(Records to process Opens)

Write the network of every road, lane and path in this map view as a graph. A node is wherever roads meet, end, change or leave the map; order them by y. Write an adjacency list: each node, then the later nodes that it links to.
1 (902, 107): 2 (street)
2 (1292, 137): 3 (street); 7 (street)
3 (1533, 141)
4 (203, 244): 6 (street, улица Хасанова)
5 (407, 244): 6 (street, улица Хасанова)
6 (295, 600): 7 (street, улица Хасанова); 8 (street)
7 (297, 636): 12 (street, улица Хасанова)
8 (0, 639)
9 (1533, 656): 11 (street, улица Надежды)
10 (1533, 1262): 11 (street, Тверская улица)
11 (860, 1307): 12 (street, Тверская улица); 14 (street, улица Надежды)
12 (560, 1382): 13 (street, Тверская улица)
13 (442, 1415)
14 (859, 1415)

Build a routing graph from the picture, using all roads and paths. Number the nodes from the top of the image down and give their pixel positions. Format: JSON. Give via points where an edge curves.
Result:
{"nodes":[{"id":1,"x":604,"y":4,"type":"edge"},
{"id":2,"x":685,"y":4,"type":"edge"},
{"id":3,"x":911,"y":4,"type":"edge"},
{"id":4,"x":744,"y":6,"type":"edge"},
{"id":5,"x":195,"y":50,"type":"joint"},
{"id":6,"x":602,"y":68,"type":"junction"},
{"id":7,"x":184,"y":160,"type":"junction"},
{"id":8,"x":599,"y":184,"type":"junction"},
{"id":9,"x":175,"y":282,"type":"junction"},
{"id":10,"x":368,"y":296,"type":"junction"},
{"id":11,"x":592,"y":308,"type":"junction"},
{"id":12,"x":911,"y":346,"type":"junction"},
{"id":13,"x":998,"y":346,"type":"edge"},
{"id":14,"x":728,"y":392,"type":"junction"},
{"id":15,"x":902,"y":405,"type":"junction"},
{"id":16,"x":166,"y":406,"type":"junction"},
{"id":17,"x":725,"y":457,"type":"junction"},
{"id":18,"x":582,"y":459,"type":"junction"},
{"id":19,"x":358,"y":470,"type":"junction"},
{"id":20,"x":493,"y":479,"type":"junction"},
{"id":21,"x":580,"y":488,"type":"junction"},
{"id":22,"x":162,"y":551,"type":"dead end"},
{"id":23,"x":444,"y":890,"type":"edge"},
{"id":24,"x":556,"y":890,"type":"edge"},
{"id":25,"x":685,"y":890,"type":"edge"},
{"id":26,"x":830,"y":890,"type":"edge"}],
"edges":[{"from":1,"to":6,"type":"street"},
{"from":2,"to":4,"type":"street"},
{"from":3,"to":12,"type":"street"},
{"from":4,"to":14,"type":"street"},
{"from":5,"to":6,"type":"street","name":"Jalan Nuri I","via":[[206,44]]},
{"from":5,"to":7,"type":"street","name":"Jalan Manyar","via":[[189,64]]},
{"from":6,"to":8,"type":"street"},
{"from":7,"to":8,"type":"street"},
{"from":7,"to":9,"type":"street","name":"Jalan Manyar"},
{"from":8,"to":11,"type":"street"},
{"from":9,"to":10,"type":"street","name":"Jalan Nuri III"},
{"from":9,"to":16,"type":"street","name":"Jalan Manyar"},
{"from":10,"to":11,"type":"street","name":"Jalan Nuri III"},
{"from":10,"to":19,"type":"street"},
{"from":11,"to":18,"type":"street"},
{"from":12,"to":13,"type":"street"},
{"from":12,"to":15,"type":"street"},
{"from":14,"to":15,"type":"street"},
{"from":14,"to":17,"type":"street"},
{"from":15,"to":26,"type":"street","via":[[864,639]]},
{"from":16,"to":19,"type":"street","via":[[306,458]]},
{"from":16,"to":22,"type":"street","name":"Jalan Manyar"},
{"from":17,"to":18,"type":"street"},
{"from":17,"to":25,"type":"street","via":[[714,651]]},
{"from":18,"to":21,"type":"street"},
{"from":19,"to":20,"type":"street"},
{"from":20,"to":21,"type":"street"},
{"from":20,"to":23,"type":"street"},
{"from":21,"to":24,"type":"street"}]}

(Records to process Closes)

Work required -> Could you copy out every line in the material above that contains the string "roads"?

Solution to this exercise ->
Write the network of every road, lane and path in this map view as a graph. A node is wherever roads meet, end, change or leave the map; order them by y. Write an adjacency list: each node, then the later nodes that it links to.
Build a routing graph from the picture, using all roads and paths. Number the nodes from the top of the image down and give their pixel positions. Format: JSON. Give via points where an edge curves.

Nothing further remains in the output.